Okay, here's one source I found:


Here are two commandments about how to cut your hair:

Leviticus 19:27. Ye shall not round the corners of your heads, neither shalt thou mar the corners of thy beard.

Deuteronomy 14:1. Ye are the children of the LORD your God: ye shall not cut yourselves, nor make any baldness between your eyes for the dead.
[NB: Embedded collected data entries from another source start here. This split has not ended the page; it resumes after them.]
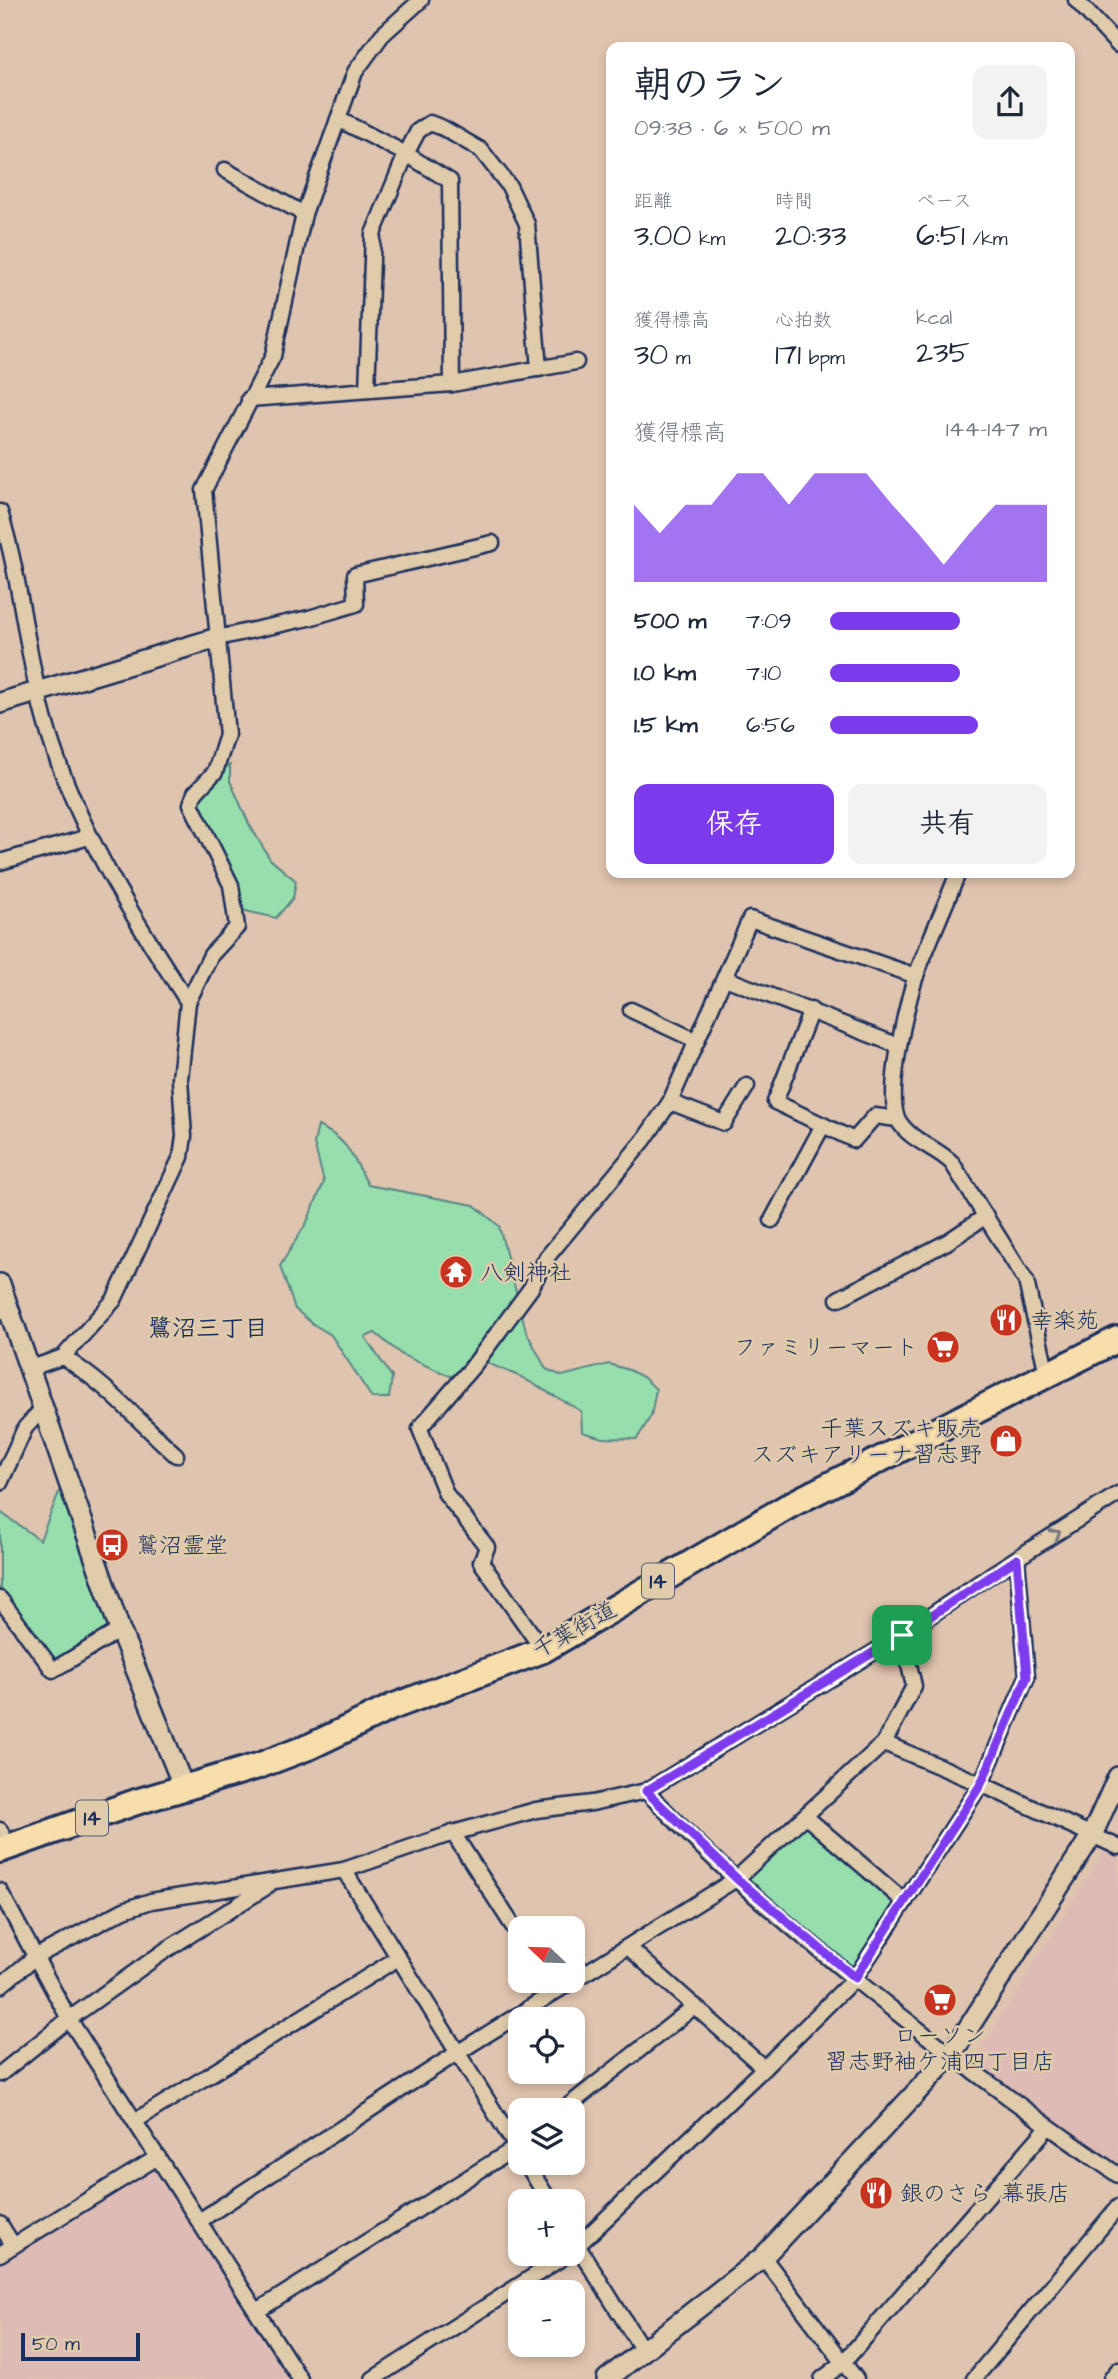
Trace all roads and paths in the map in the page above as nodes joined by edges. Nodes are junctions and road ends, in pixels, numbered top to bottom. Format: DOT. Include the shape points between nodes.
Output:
graph roads {
  1 [pos="421,0"];
  2 [pos="1076,0"];
  3 [pos="1118,45"];
  4 [pos="338,120"];
  5 [pos="406,154"];
  6 [pos="225,170"];
  7 [pos="304,214"];
  8 [pos="576,362"];
  9 [pos="539,369"];
  10 [pos="452,384"];
  11 [pos="367,390"];
  12 [pos="249,399"];
  13 [pos="0,512"];
  14 [pos="3,532"];
  15 [pos="492,543"];
  16 [pos="217,638"];
  17 [pos="38,692"];
  18 [pos="0,703"];
  19 [pos="89,837"];
  20 [pos="0,862"];
  21 [pos="956,878"];
  22 [pos="916,976"];
  23 [pos="724,978"];
  24 [pos="188,1002"];
  25 [pos="631,1010"];
  26 [pos="811,1010"];
  27 [pos="697,1041"];
  28 [pos="899,1046"];
  29 [pos="747,1086"];
  30 [pos="670,1102"];
  31 [pos="897,1119"];
  32 [pos="823,1125"];
  33 [pos="986,1216"];
  34 [pos="772,1220"];
  35 [pos="0,1284"];
  36 [pos="838,1298"];
  37 [pos="4,1313"];
  38 [pos="1118,1339"];
  39 [pos="62,1357"];
  40 [pos="29,1369"];
  41 [pos="1047,1374"];
  42 [pos="44,1407"];
  43 [pos="176,1455"];
  44 [pos="0,1483"];
  45 [pos="1118,1494"];
  46 [pos="1017,1559"];
  47 [pos="0,1599"];
  48 [pos="120,1630"];
  49 [pos="902,1635"];
  50 [pos="543,1650"];
  51 [pos="884,1743"];
  52 [pos="1118,1777"];
  53 [pos="981,1784"];
  54 [pos="184,1788"];
  55 [pos="646,1791"];
  56 [pos="805,1816"];
  57 [pos="453,1833"];
  58 [pos="1092,1835"];
  59 [pos="3,1843"];
  60 [pos="1118,1847"];
  61 [pos="344,1870"];
  62 [pos="737,1879"];
  63 [pos="272,1884"];
  64 [pos="0,1891"];
  65 [pos="905,1902"];
  66 [pos="508,1918"];
  67 [pos="628,1947"];
  68 [pos="35,1957"];
  69 [pos="398,1958"];
  70 [pos="585,1969"];
  71 [pos="855,1978"];
  72 [pos="0,1986"];
  73 [pos="542,1993"];
  74 [pos="695,2006"];
  75 [pos="69,2019"];
  76 [pos="457,2053"];
  77 [pos="951,2055"];
  78 [pos="764,2068"];
  79 [pos="0,2074"];
  80 [pos="578,2098"];
  81 [pos="135,2121"];
  82 [pos="1048,2127"];
  83 [pos="508,2132"];
  84 [pos="508,2156"];
  85 [pos="158,2157"];
  86 [pos="1118,2175"];
  87 [pos="1118,2207"];
  88 [pos="199,2221"];
  89 [pos="0,2224"];
  90 [pos="585,2236"];
  91 [pos="13,2245"];
  92 [pos="0,2254"];
  93 [pos="763,2257"];
  94 [pos="585,2265"];
  95 [pos="544,2266"];
  96 [pos="257,2311"];
  97 [pos="644,2352"];
  98 [pos="843,2362"];
  99 [pos="1118,2370"];
  100 [pos="300,2379"];
  101 [pos="373,2379"];
  102 [pos="607,2379"];
  103 [pos="822,2379"];
  104 [pos="856,2379"];
  105 [pos="974,2379"];
  106 [pos="1111,2379"];
  1 -- 4 [label="street" via="382,35 355,72"];
  2 -- 3 [label="street"];
  4 -- 5 [label="street"];
  4 -- 7 [label="street"];
  5 -- 9 [label="street" via="418,131 430,123 481,150 509,186 527,224"];
  5 -- 10 [label="street" via="450,181"];
  5 -- 11 [label="street" via="373,234"];
  6 -- 7 [label="street"];
  7 -- 12 [label="street" via="273,356"];
  8 -- 9 [label="street"];
  9 -- 10 [label="street"];
  10 -- 11 [label="street"];
  11 -- 12 [label="street"];
  12 -- 16 [label="street" via="204,490"];
  13 -- 14 [label="street"];
  14 -- 17 [label="street"];
  15 -- 16 [label="street" via="355,575 356,604"];
  16 -- 17 [label="street"];
  16 -- 24 [label="street" via="227,735 215,772 191,804 231,885 237,927 211,955"];
  17 -- 18 [label="street"];
  17 -- 19 [label="street" via="53,747"];
  19 -- 20 [label="street"];
  19 -- 24 [label="street"];
  21 -- 22 [label="street"];
  22 -- 23 [label="street" via="750,919"];
  22 -- 28 [label="street"];
  23 -- 26 [label="street"];
  23 -- 27 [label="street"];
  24 -- 39 [label="street" via="180,1079 181,1157 114,1300"];
  25 -- 27 [label="street"];
  26 -- 28 [label="street"];
  26 -- 32 [label="street" via="775,1102"];
  27 -- 30 [label="street"];
  28 -- 31 [label="street" via="893,1087"];
  29 -- 30 [label="street" via="724,1123"];
  30 -- 50 [label="street" via="547,1257 526,1296 474,1365 420,1429 446,1494 486,1547 481,1562"];
  31 -- 32 [label="street" via="875,1116 854,1140"];
  31 -- 33 [label="street" via="916,1140 952,1163"];
  32 -- 34 [label="street"];
  33 -- 36 [label="street" via="947,1242"];
  33 -- 41 [label="street" via="1026,1282"];
  35 -- 37 [label="street"];
  37 -- 40 [label="street"];
  38 -- 41 [label="highway, 千葉街道 / 14"];
  39 -- 40 [label="street"];
  39 -- 43 [label="street" via="92,1376"];
  40 -- 42 [label="street"];
  41 -- 50 [label="highway, 千葉街道 / 14" via="792,1504"];
  42 -- 44 [label="street" via="25,1428"];
  42 -- 48 [label="street"];
  46 -- 45 [label="street, one-way"];
  46 -- 49 [label="street"];
  46 -- 53 [label="street" via="1027,1677"];
  47 -- 48 [label="street" via="53,1670"];
  48 -- 54 [label="street"];
  49 -- 51 [label="street" via="914,1686"];
  49 -- 55 [label="street"];
  50 -- 54 [label="highway, 千葉街道 / 14" via="392,1707 300,1750"];
  51 -- 53 [label="street"];
  51 -- 56 [label="street"];
  52 -- 58 [label="street"];
  53 -- 58 [label="street"];
  53 -- 65 [label="street"];
  54 -- 59 [label="highway, 千葉街道 / 14"];
  55 -- 57 [label="street" via="536,1810"];
  55 -- 62 [label="street"];
  56 -- 62 [label="street"];
  56 -- 65 [label="street"];
  57 -- 61 [label="street"];
  57 -- 66 [label="street"];
  58 -- 60 [label="street"];
  58 -- 77 [label="street"];
  61 -- 63 [label="street"];
  61 -- 69 [label="street"];
  62 -- 67 [label="street"];
  62 -- 71 [label="street"];
  63 -- 68 [label="street" via="152,1901 124,1910"];
  63 -- 75 [label="street" via="166,1950"];
  64 -- 68 [label="street"];
  65 -- 71 [label="street"];
  67 -- 70 [label="street"];
  67 -- 74 [label="street"];
  68 -- 72 [label="street"];
  68 -- 75 [label="street"];
  69 -- 76 [label="street"];
  69 -- 81 [label="street"];
  71 -- 77 [label="street"];
  71 -- 78 [label="street"];
  73 -- 76 [label="street"];
  74 -- 78 [label="street"];
  74 -- 80 [label="street"];
  75 -- 79 [label="street"];
  75 -- 81 [label="street"];
  76 -- 83 [label="street"];
  76 -- 88 [label="street"];
  77 -- 82 [label="street"];
  77 -- 93 [label="street"];
  78 -- 90 [label="street"];
  81 -- 85 [label="street"];
  82 -- 86 [label="street"];
  82 -- 98 [label="street"];
  84 -- 96 [label="street"];
  85 -- 88 [label="street"];
  85 -- 91 [label="street"];
  87 -- 105 [label="street"];
  88 -- 96 [label="street"];
  89 -- 91 [label="street"];
  91 -- 92 [label="street"];
  93 -- 97 [label="street"];
  93 -- 98 [label="street"];
  94 -- 97 [label="street"];
  95 -- 101 [label="street"];
  96 -- 100 [label="street"];
  97 -- 102 [label="street"];
  98 -- 103 [label="street"];
  98 -- 104 [label="street"];
  99 -- 106 [label="street"];
}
The pagan priests would trim the corners of their heads and their beards, much like monks have done. You'll note, however, that almost everyone has a ridge on their head where the frontal and parietal bones join. This is the ridge whose highest point is at or near the "crown". And what do pagan priests do? They shave the hair off the crown, creating what has been termed a tonsure (Figure 1). Some who prefer to keep their heads mostly bald (or have trouble growing hair) may opt for wearing a thin ring of hair around their heads, called a "monastic crown" (Figures 2 and 3).



Figure 1.
Figure 2.
Figure 3.


The tonsure was a pagan practice because by it, they showed obedience to the sun god! Note what Alexander Hislop in his "The Two Babylons" Chapter 6, Section 2, writes (my emphasis is in bold):

Now, as Rome set so much importance on this tonsure, let it be asked what was the meaning of it? It was the visible inauguration of those who submitted to it as the priests of Bacchus. This tonsure cannot have the slightest pretence to Christian authority. It was indeed the "tonsure of Peter," but not of the Peter of Galilee, but of the Chaldean "Peter" of the Mysteries. He was a tonsured priest, for so was the god whose Mysteries he revealed. Centuries before the Christian era, thus spoke Herodotus of the Babylonian tonsure: "The Arabians acknowledge no other gods than Bacchus and Urania [i.e., the Queen of Heaven], and they say that their hair was cut in the same manner as Bacchus' is cut; now, they cut it in a circular form, shaving it around the temples."

Maimonides adds (Book 3, Chapter 37): "We have explained in our large work that it is prohibited to round the corners of the head, and to mar the corners of the beard, because it was the custom of idolatrous priests."

So the practice of trimming the corners of the head and beard are actually pagan practices and should not be practiced as such.